Stream processing, through open source technology frameworks like Apache Flink, is one of the best-suited approaches for the modern enterprise to take the leap forward and become real time. Stream processing is a company’s best friend when it comes to reacting to the ever-changing customer trends and demands. Adopting stream processing enables a significant reduction of time between when an event is recorded (for instance when a customer is browsing specific products from the company’s catalog or is contacting the customer care division for an inquiry) and when the system and data application reacts to it.
An interesting example of a company benefiting from stream processing to react to the customer in real time is Alibaba. The company uses Apache Flink to incrementally and fully update its catalog ensuring that changes in price or availability are reflected in search rankings as quickly as possible[2]. On top of this, Flink is used to continuously train machine learning models in real-time resulting in a search platform that factors in both the changing product catalog and current or past user preferences, showcasing tailored results for the shopper.
Making cities smart: how stream processing and data analytics can bring smart city projects to life
How can companies make better use of their data?
Companies should focus on the right investments that will transform their data into actionable insights reaching and informing every function of business, from sales and marketing all the way to product development, strategy and operations. Investments and decisions should revolve around building a data infrastructure that is real-time, scalable, consistent and can be easily maintained. In order to better leverage its data, the organisation should make the data available across all teams and functions. Removing legacy systems and data silos and building a data infrastructure capable to manage and process data no matter its type, form or applicable use case should be on CIOs and CDOs priority lists. With the amount and speed of data generated through connected devices, vehicles, mobile phones and other sources, stream processing is the new paradigm in data processing that can help enterprises move forward, and make them truly benefit from the data assets available to them.
What are the best tools to use?
As one of the original creators of Apache Flink, I am a firm believer that scalable, distributed stream processing technologies are the best fit for the needs of a modern enterprise dealing with ever-increasing data processing needs, and getting insight from all kinds of data types and formats coming from multiple sources — be it sensor logs, geolocation data, customer interaction data etc.
In order for enterprises to effectively run streaming applications in production and at scale, monitoring and metrics systems are an important tool to ensure your application runs as expected, with no degradations, 24/7.

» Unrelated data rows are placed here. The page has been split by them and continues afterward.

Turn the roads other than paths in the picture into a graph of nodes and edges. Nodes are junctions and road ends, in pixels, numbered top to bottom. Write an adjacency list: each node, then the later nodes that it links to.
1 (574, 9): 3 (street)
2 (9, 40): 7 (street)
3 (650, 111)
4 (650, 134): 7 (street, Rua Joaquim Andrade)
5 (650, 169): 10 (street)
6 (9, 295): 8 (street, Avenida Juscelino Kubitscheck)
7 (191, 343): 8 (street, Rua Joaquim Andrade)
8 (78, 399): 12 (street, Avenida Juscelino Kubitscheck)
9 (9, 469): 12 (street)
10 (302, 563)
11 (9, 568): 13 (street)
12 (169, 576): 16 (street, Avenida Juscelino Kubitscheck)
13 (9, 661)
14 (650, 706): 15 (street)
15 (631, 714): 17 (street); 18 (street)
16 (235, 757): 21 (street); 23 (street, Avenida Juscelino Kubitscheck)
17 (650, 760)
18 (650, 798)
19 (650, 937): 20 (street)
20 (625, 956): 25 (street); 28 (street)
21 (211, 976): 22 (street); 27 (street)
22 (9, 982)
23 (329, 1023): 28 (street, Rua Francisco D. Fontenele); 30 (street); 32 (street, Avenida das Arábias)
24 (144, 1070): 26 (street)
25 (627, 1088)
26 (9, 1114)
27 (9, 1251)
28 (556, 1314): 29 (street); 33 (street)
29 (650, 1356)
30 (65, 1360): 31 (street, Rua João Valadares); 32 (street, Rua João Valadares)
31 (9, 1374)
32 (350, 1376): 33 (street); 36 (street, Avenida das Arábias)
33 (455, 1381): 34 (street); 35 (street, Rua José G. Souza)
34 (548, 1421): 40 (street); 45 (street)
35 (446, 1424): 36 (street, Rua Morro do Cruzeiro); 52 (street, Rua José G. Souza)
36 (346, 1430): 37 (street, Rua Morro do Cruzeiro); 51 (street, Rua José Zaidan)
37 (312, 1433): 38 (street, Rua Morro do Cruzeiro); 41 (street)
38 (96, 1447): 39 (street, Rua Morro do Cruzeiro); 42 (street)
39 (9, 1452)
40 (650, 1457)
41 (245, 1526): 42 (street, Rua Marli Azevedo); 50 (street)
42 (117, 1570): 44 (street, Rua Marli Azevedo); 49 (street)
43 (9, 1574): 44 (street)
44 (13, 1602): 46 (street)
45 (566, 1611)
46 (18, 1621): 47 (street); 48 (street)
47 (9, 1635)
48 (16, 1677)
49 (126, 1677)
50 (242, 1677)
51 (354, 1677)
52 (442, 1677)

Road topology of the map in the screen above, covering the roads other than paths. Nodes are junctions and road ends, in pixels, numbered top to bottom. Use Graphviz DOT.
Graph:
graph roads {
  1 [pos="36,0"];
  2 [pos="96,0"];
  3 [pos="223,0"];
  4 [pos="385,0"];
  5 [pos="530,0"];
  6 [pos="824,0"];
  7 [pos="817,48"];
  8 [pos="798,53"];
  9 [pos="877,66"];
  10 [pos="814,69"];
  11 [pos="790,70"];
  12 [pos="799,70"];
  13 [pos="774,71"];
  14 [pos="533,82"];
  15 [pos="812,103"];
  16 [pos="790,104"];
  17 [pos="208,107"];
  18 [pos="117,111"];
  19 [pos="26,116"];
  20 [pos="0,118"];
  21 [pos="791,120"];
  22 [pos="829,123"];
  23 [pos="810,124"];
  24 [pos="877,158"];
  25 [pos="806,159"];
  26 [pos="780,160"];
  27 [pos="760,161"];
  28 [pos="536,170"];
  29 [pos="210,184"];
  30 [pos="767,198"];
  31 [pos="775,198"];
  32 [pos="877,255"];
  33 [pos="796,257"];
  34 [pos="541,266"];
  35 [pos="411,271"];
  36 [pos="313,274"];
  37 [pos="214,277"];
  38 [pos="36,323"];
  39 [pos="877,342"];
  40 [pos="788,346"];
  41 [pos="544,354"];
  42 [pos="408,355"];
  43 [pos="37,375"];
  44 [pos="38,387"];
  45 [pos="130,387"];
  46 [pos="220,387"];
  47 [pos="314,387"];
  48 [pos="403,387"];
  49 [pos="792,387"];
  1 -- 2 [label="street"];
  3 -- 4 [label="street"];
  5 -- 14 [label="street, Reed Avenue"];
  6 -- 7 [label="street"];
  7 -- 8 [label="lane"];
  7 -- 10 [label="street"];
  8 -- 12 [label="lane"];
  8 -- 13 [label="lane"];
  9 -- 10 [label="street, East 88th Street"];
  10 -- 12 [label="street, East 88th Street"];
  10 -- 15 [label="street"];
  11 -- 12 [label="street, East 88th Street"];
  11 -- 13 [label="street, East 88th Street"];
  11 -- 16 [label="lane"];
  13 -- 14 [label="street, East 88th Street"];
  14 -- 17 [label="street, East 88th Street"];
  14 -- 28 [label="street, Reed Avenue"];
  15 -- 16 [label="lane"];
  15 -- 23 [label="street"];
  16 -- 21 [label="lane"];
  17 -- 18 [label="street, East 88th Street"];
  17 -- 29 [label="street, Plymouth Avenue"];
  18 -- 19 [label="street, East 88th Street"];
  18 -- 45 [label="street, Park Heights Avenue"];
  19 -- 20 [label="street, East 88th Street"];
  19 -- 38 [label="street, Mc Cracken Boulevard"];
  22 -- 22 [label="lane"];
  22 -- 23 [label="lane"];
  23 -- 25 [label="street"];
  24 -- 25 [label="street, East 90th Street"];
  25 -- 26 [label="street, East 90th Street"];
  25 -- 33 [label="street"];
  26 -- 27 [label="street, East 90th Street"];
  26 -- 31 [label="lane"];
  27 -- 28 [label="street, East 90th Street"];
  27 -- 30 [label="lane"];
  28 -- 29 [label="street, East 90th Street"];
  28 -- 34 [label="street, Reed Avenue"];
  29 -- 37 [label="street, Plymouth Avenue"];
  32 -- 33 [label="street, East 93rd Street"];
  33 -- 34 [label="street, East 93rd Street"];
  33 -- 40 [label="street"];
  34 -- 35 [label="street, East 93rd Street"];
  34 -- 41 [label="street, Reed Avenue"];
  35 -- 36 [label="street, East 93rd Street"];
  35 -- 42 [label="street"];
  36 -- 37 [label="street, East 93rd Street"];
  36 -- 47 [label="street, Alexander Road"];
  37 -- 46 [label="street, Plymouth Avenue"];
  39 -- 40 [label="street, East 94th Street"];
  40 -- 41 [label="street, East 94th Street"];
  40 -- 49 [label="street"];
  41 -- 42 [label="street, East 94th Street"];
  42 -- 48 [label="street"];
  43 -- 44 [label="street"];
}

Tools like Prometheus, Graphite, Elasticsearch or Grafana are some options that will help you get peace-of-mind when observing your streaming applications. Additionally, since the amount of available data increases exponentially, resource management frameworks are an important part that will ensure your streaming applications can adapt to fluctuating workloads. Frameworks like Kubernetes can ensure that your streaming applications adapt and scale to new levels no matter the data load.